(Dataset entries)

=====

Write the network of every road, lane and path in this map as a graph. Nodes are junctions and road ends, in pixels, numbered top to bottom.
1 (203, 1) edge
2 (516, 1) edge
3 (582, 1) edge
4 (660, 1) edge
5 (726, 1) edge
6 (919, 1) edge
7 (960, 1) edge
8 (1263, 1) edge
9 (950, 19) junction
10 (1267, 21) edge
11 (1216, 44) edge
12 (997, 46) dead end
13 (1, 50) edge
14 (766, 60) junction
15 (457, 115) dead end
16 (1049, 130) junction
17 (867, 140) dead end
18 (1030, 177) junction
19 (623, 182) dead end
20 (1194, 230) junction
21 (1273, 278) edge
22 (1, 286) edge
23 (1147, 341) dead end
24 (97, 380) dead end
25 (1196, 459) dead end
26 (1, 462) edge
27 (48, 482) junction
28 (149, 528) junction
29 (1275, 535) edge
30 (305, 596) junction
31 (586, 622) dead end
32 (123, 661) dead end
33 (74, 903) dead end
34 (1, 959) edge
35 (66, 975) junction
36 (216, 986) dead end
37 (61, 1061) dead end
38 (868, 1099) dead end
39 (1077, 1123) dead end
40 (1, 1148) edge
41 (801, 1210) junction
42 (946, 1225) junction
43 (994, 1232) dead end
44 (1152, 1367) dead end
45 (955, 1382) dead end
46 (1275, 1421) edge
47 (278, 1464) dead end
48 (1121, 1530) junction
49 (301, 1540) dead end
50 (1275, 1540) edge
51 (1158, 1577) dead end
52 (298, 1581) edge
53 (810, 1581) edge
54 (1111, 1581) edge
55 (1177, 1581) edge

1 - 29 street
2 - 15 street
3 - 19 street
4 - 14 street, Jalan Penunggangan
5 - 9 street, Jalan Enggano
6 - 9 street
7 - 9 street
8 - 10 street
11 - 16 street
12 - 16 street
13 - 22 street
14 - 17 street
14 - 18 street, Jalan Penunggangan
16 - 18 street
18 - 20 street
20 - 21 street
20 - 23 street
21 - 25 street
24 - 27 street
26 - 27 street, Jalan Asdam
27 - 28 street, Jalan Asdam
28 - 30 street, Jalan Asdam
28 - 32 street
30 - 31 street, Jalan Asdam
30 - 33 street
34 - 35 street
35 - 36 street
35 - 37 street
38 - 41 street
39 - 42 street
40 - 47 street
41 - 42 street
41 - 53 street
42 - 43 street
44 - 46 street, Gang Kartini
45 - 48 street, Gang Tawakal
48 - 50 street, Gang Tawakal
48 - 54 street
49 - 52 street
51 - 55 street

=====

Problem description>
Only lines holding the string "Asdam" are wanted; gather each one from the entries above.

Reply to the exercise>
26 - 27 street, Jalan Asdam
27 - 28 street, Jalan Asdam
28 - 30 street, Jalan Asdam
30 - 31 street, Jalan Asdam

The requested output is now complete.